When the egotism of Louis XIV. extinguished genius, the great lights in
all departments disappeared. So Art is indebted not merely to the
contemplation of ideal beauty, but to the influence of great ideas
permeating society,--such as when the age of Phidias was kindled with
the great thoughts of Socrates, Democritus, Thucydides, Euripides,
Aristophanes, and others, whether contemporaries or not; a sort of
Augustan or Elizabethan age, never to appear but once among the
same people.

Now, in reference to the history or development of ancient Art, until it
culminated in the age of Pericles, we observe that its first expression
was in architecture, and was probably the result of religious
sentiments, when nations were governed by priests, and not distinguished
for intellectual life. Then arose the temples of Egypt, of Assyria, of
India. They are grand, massive, imposing, but not graceful or beautiful.

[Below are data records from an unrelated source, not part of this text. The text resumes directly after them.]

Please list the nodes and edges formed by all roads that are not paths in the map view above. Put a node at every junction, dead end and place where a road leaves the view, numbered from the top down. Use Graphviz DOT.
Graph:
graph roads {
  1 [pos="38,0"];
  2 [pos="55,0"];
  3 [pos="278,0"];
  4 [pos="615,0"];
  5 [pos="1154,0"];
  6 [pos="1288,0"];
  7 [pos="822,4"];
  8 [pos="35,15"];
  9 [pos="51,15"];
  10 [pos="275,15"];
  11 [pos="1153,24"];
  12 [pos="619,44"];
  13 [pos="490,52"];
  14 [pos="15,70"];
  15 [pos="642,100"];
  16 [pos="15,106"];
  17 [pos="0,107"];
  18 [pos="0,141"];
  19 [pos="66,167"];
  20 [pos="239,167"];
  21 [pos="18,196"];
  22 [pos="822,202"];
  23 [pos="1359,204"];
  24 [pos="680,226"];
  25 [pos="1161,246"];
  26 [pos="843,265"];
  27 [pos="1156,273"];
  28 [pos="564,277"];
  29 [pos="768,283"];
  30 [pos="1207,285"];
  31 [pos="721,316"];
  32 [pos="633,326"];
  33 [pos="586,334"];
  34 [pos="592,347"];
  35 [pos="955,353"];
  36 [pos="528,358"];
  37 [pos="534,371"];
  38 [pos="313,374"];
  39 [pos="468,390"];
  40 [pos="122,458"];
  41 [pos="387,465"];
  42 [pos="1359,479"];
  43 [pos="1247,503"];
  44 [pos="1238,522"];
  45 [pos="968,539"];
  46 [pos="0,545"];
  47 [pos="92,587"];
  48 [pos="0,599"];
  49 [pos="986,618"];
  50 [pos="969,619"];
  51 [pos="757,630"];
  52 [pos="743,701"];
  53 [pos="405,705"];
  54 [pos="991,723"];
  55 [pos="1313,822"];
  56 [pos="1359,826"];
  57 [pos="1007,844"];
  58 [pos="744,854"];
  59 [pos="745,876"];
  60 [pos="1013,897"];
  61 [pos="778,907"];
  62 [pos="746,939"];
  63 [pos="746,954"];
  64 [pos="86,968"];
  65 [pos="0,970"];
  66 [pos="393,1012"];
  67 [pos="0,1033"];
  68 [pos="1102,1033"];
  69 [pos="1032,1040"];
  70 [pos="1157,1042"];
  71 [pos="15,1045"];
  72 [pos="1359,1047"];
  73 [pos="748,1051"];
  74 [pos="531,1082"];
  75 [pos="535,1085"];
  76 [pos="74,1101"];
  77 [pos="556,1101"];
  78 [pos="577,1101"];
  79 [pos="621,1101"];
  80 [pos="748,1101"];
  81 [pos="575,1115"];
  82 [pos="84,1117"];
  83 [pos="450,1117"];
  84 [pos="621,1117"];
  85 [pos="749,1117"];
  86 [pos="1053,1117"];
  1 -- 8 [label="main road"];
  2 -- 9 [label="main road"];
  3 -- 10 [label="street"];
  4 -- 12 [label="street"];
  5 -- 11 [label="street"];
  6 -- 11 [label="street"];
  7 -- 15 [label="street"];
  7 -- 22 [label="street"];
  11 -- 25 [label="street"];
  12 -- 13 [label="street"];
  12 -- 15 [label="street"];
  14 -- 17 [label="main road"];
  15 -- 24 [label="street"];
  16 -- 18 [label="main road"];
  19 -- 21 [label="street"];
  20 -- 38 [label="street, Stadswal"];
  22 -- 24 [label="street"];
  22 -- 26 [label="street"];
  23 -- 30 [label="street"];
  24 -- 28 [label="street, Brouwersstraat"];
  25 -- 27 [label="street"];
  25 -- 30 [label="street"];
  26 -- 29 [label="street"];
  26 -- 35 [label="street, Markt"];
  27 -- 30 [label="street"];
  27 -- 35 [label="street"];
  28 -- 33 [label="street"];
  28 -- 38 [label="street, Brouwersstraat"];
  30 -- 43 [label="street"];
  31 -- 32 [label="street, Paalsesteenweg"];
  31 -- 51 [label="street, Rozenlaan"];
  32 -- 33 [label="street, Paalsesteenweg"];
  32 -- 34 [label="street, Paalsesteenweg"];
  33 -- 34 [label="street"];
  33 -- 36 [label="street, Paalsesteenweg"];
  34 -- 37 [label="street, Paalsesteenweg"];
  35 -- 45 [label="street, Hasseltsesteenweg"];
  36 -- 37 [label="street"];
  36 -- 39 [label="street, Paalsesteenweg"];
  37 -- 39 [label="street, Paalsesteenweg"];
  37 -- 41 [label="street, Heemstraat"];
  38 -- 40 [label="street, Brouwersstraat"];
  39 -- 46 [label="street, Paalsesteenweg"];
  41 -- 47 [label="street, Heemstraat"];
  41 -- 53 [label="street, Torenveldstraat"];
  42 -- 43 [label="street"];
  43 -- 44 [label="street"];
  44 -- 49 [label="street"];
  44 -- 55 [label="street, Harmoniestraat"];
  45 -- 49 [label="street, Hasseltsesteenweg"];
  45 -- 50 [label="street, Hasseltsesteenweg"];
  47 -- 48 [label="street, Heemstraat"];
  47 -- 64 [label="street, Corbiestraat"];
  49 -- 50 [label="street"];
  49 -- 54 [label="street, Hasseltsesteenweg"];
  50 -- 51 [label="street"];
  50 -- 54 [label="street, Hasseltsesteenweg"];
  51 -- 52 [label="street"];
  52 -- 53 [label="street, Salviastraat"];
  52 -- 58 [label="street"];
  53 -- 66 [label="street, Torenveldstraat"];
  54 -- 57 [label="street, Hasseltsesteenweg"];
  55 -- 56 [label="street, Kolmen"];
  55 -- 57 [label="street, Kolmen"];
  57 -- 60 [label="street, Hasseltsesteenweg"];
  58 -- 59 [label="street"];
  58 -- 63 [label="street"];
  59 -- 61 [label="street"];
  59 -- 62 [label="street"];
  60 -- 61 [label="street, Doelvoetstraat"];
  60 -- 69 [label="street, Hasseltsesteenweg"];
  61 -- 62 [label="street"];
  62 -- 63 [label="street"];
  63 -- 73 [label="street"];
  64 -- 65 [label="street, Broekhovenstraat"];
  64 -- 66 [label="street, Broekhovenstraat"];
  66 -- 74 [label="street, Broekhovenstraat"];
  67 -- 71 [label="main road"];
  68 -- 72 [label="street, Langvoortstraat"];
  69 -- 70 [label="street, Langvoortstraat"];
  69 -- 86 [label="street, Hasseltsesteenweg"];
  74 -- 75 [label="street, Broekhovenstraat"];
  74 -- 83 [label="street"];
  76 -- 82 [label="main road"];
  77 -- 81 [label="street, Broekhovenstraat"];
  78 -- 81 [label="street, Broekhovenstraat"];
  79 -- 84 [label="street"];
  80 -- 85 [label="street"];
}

They arose from blended superstition and piety, and were probably
erected before the palaces of kings, and in Egypt by the dynasty that
builded the older pyramids. Even those ambitious and prodigious
monuments, which have survived every thing contemporaneous, indicate the
reign of sacerdotal monarchs and artists who had no idea of beauty, but
only of permanence. They do not indicate civilization, but
despotism,--unless it be that they were erected for astronomical
purposes, as some maintain, rather than as sepulchres for kings. But
this supposition involves great mathematical attainments. It is
difficult to conceive of such a waste of labor by enlightened princes,
acquainted with astronomical and mathematical knowledge and mechanical
forces, for Herodotus tells us that one hundred thousand men toiled on
the Great Pyramid during forty years. What for? Surely it is hard to
suppose that such a pile was necessary for the observation of the polar
star; and still less probably was it built as a sepulchre for a king,
since no covered sarcophagus has ever been found in it, nor have even
any hieroglyphics. The mystery seems impenetrable.

But the temples are not mysteries. They were built also by sacerdotal
monarchs, in honor of the deity. They must have been enormous, perhaps
the most imposing ever built by man: witness the ruins of Karnac--a
temple designated by the Greeks as that of Jupiter Ammon---with its
large blocks of stone seventy feet in length, on a platform one thousand
feet long and three hundred wide, its alleys over a mile in length lined
with colossal sphinxes, and all adorned with obelisks and columns, and
surrounded with courts and colonnades, like Solomon's temple, to
accommodate the crowds of worshippers as well as priests. But these
enormous structures were not marked by beauty of proportion or fitness
of ornament; they show the power of kings, not the genius of a nation.
They may have compelled awe; they did not kindle admiration. The emotion
they called out was such as is produced now by great engineering
exploits, involving labor and mechanical skill, not suggestive of grace
or harmony, which require both taste and genius. The same is probably
true of Solomon's temple, built at a much later period, when Art had
been advanced somewhat by the Phoenicians, to whose assistance it seems
he was much indebted. We cannot conceive how that famous structure
should have employed one hundred and fifty thousand men for eleven
years, and have cost what would now be equal to $200,000,000, from any
description which has come down to us, or any ruins which remain, unless
it were surrounded by vast courts and colonnades, and ornamented by a
profuse expenditure of golden plates,--which also evince both power and
money rather than architectural genius.